Asia Pacific human 
          rights activists to Aquino: Stop the killings!
          By KARAPATAN
          November 25, 2012
          QUEZON CITY  –  
          Over forty human rights activists from Australia, New Zealand, Hongkong, Taiwan, South Korea, Japan, Malaysia, Indonesia and the 
          Philippines gathered today in a conference on the human rights 
          situation in the Philippines at the University of the Philippines 
          Hotel in Quezon City, to reiterate their call for Phil. Pres. Benigno 
          Aquino III to stop the killings and to pull out his government’s 
          military troops in rural and urban poor communities.
          Victims and kin of victims 
          of human rights violations joined with the Asia Pacific human rights 
          and peace activists in the said conference. Among those who recounted 
          their experiences were Connie Empeno, mother of disappeared UP student 
          Karen; Genasque Enriquez, an anti-mining Lumad leader from Mindanao 
          who is being threatened with trumped up charges of murder and multiple 
          frustrated murder by the military; Bae Adelfa Belayong, widow of slain 
          Datu Mampaagi Belayong who was a staunch anti-mining advocate.
          According to Karapatan 
          Alliance for the Advancement of Peoples’ Rights in the Philippines, 
          there had been documented cases of 114 victims of extrajudicial 
          killings, 12 victims of enforced disappearances, 70 cases of torture, 
          447 illegal arrests and 29,613 victims of forced evacuation during the 
          past two years of the Aquino government. Among the recent cases 
          documented by Karapatan is the massacre of anti-mining activist Juvy 
          Capion and her two sons in Tampakan, South Cotabato; the beheading of 
          village councilor and peasant activist Ely Oguis in Guinobatan, Albay; 
          and the labeling and harassment of Karapatan workers Jose Luis Blanco 
          and Judde Baggo.
          The conference aims to 
          establish the – Asia Pacific Coordinating Committee for Human Rights 
          in the Philippines, a regional network that will campaign for human 
          rights issues in the country from national up to regional and 
          international level.
          Pastor Joram Calimutan, 
          coordinator of the Asia Pacific Coordinating Committee for Human 
          Rights in the Philippines (APCCHRP), said the formation of the network 
          will consolidate the efforts of Asia Pacific activists to strengthen 
          and amplify the advocacy for human rights issues in the Philippines, 
          particularly the issues of extrajudicial killings, enforced 
          disappearances, torture, illegal arrests and detention.
          “We have vigorously 
          campaigned against the terror rule of Phil.
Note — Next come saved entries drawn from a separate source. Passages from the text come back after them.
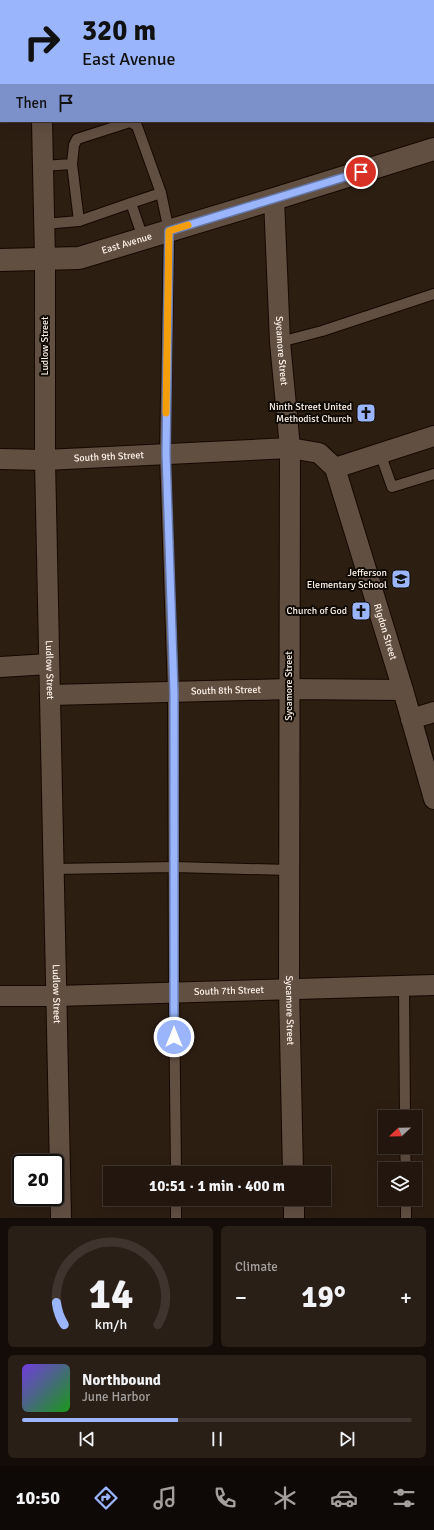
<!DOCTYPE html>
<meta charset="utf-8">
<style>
:root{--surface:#22160e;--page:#2a1f17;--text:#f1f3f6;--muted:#a29f9e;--line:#3f352e;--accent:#9bb5fd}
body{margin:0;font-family:Signika,sans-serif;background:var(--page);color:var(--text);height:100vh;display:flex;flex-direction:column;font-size:15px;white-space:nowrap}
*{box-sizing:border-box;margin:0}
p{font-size:13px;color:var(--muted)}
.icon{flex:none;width:22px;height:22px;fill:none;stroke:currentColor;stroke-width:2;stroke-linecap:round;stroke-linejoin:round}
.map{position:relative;height:1218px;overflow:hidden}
.sheet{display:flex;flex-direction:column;gap:8px;padding:8px;background:#130c08;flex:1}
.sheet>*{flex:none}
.hud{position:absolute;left:0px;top:0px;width:434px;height:122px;box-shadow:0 4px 16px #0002,0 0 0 1px var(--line);background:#9bb5fd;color:#111;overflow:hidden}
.needle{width:26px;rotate:248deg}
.controls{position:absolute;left:378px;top:1110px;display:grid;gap:8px}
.controls a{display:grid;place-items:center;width:44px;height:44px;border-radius:0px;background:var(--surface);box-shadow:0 4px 16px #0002,0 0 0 1px var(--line);font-size:20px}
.speed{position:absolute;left:12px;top:1154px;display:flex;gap:8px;font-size:20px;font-weight:700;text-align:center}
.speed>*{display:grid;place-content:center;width:52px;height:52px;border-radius:50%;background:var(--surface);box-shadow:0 4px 16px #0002,0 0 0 1px var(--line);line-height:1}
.speed .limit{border:2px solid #111;border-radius:6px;background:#fff;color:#111}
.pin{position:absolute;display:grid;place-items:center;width:34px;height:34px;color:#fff;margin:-17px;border:2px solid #fff;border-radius:50%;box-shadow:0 1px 4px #0007}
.me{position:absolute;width:44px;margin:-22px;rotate:0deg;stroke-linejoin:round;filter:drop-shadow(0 0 3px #0008)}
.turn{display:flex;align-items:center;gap:14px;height:84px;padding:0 16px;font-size:18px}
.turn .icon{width:52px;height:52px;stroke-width:2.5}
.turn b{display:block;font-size:28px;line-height:34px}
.then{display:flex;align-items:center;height:38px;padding:0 16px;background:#0003;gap:8px;font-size:15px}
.big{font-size:30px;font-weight:700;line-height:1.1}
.sheet .card{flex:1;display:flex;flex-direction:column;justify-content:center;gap:6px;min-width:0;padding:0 14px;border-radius:6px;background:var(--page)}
.sheet .dial{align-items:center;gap:0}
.dial svg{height:104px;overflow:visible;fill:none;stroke:var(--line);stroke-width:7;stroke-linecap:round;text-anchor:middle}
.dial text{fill:var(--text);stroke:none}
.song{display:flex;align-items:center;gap:12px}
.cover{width:48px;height:48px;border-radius:6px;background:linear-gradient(135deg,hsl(260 70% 55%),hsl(120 70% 35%))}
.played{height:4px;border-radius:2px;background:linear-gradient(90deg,var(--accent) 40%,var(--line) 40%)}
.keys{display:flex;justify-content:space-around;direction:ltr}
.heat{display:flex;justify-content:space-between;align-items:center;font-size:22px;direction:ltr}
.sheet .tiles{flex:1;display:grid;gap:8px;grid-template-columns:1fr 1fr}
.card:last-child{grid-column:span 2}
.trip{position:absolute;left:103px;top:1166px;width:228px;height:40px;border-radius:0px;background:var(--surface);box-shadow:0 4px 16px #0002,0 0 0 1px var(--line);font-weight:700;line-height:40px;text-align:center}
.tabs{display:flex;height:64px;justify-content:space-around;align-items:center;background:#0e0906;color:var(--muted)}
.tabs .icon{width:28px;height:28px}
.tabs .on{color:var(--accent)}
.tabs b{font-size:18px;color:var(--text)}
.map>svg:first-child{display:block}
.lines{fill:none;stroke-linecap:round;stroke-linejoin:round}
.service-casing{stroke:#150801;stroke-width:12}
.minor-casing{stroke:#150801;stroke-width:22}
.tertiary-casing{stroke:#150801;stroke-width:24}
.service{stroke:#614f42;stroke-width:10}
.minor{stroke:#614f42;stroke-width:20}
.tertiary{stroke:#614f42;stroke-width:22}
.route-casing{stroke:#6576a4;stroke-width:10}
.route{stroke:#9bb5fd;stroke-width:7}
.slow{stroke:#f59e0b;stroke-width:7}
.labels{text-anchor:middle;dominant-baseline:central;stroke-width:4;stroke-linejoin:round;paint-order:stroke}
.street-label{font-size:10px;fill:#fcf1e9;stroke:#100a05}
.poi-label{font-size:10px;fill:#fcf1e9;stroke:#100a05;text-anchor:end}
</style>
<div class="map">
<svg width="434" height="1218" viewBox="0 0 434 1218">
<rect width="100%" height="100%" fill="#2d1e12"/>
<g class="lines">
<defs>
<g id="service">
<path d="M395 0V1"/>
<path d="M433 1H434"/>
<path d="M43 166 72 164 74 145 77 139 130 122 137 126 161 193 169 231 165 454 173 692 174 992 176 1173"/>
<path d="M131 203 161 193"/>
<path d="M79 221 131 203 143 238"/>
<path d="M44 224 79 221 72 164"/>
<path d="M280 342 322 331 434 294"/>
<path d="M380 453 392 487 434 474"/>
<path d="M53 869 174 867 289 870"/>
<path d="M404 986 405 1117"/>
<path d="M405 1147 406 1169"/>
<path d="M176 1199V1218"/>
<path d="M406 1199V1218"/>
</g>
<g id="minor">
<path d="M41 0V1"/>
<path d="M56 1 59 0"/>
<path d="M0 25H1"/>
<path id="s1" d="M42 121 45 260V460L61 1218"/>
<path id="s2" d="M274 199 280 342 290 448 289 988 293 1173"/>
<path id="s3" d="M0 459 45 460 290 448 319 453 335 468 403 690 434 799"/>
<path d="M335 468 434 436"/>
<path d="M0 667 49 664"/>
<path id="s4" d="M50 695 289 689 403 690"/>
<path d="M411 719 434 712"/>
<path id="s5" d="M0 996H56L434 985"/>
<path d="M294 1199V1218"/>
</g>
<g id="tertiary">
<path id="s6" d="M0 260 79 258 274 199 434 149"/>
</g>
</defs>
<use href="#service" class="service-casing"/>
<use href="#minor" class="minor-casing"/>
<use href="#tertiary" class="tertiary-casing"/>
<use href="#service" class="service"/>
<use href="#minor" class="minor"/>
<use href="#tertiary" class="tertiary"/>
</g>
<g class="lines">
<defs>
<path id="route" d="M174 1037V692L166 454 169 231 361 172"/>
</defs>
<use href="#route" class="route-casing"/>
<use href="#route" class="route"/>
<path class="slow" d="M166 413 169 231 188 225"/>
</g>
<defs>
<symbol id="church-square" viewBox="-11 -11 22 22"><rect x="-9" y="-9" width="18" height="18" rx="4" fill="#9bb5fd" stroke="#100a05"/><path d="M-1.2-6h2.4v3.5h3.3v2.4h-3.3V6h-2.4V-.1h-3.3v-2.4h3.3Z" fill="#111"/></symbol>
<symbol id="school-square" viewBox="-11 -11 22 22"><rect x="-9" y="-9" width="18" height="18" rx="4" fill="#9bb5fd" stroke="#100a05"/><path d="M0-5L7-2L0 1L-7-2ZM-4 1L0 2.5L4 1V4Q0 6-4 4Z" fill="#111"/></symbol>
</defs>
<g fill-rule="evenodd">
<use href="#church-square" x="355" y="402" width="22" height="22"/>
<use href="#school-square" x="390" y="568" width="22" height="22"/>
<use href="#church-square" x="350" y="600" width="22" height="22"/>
</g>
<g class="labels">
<g class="street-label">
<text stroke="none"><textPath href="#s6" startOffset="129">East Avenue</textPath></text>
<text transform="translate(45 346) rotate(-90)">Ludlow Street</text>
<text stroke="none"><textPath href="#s2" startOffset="152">Sycamore Street</textPath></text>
<text stroke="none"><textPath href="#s3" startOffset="109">South 9th Street</textPath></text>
<text stroke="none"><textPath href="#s3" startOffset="513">Rigdon Street</textPath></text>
<text stroke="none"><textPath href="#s1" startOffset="549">Ludlow Street</textPath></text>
<text transform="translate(289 686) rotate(-90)">Sycamore Street</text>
<text stroke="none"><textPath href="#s4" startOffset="176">South 8th Street</textPath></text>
<text stroke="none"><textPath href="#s5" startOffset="229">South 7th Street</textPath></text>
<text stroke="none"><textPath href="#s1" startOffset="873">Ludlow Street</textPath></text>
<text stroke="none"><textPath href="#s2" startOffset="812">Sycamore Street</textPath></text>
</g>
<g class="poi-label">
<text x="352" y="407">Ninth Street United<tspan x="352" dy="12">Methodist Church</tspan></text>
<text x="387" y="573">Jefferson<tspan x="387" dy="12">Elementary School</tspan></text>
<text x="347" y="611">Church of God</text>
</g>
</g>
</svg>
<div class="controls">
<a><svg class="needle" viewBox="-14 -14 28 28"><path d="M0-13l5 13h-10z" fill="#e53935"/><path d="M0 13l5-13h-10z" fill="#a29f9e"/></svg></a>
<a><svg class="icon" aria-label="layers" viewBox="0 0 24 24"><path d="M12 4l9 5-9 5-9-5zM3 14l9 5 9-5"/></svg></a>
</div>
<div class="speed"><div class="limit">20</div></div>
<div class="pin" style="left:361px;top:172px;background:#d93025"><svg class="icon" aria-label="arrive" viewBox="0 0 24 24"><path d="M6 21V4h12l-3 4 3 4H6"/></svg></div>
<svg class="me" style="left:174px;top:1037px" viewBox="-20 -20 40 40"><circle r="17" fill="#9bb5fd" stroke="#fff" stroke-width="3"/><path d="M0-11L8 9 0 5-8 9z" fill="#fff"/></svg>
<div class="trip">10:51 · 1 min · 400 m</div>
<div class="hud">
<div class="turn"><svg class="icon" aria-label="right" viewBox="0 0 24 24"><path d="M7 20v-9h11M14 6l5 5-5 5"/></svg><div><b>320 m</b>East Avenue</div></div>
<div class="then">Then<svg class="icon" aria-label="arrive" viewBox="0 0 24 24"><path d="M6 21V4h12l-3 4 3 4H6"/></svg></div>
</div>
</div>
<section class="sheet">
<div class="tiles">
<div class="card dial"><svg viewBox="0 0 100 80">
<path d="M14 69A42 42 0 1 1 86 69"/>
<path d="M14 69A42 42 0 0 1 8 52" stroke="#9bb5fd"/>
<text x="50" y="56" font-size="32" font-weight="700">14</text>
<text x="50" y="72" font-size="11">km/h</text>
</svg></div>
<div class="card"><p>Climate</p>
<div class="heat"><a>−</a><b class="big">19°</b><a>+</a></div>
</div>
<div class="card">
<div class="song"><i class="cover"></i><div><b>Northbound</b><p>June Harbor</p></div></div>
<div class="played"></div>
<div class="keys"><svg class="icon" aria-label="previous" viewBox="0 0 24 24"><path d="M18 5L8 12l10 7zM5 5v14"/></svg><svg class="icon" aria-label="pause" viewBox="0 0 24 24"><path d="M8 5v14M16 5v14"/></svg><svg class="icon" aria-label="next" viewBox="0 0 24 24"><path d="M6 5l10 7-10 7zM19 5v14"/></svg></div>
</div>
</div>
</section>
<nav class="tabs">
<b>10:50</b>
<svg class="icon on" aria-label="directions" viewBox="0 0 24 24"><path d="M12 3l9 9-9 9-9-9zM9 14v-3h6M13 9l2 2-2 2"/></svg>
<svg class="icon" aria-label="music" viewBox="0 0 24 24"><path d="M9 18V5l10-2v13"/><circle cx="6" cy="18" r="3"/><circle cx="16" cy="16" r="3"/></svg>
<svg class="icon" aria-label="phone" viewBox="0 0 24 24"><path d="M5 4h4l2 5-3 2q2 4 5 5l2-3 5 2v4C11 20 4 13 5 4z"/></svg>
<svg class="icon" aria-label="climate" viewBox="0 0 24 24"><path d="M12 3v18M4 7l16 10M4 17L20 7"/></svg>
<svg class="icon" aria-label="car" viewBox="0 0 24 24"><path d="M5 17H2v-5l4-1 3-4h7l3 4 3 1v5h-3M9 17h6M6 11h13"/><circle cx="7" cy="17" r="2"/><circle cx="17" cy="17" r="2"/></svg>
<svg class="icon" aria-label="filters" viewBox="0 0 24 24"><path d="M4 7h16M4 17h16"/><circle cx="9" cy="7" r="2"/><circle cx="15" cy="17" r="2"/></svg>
</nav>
Pres. Gloria Arroyo, when 
          killings, disappearances and arrests especially against activists and 
          leaders of progressive organizations in the Philippines. It is very 
          disturbing to know that, despite Pres. Aquino’s promise to render 
          justice for the victims and his government’s respect human rights, 
          killings of farmers, indigenous peoples and the urban poor have 
          continued,” Cameron Walker, Auckland Philippine Solidarity.
          Peter Brock, Australia 
          Action for Peace and Development in the Philippines, criticized 
          Aquino’s disregard of indigenous people’s rights in favor of foreign 
          mining companies such as the Australian company SMI-Xstrata. 
          
          “Not only has Aquino 
          furthered the plunder of ancestral lands and resources through 
          Executive Order 79, but he has likewise secured these exploitative 
          industries’ interests by deploying paramilitaries and additional 
          troops of the Armed Forces of the Philippines to kill anti-mining IPs 
          and to silence opposition,” Brock said. 
          
          The Asia Pacific activists 
          particularly scored Aquino on his “deafening silence” on the massacre 
          of anti-mining Lumad leader Juvy Capion and her two sons in Tampakan, 
          South Cotabato last October 8, 2012. 
          
          “His silence bears the 
          imprint of consent for these violations. Not only has he condoned 
          impunity, he has likewise perpetuated it by not delivering justice for 
          any of the 114 victims of extrajudicial killings under his 
          administration,” Yi-Hsiang, Taiwan Committee for Philippine Concerns 
          said.
          The APCCHRP called on Aquino 
          to prove his claims before the international community that he has 
          done something on the human rights situation in the country by putting 
          a stop to the killings and by pulling out and disbanding military and 
          paramilitary troops in rural communities.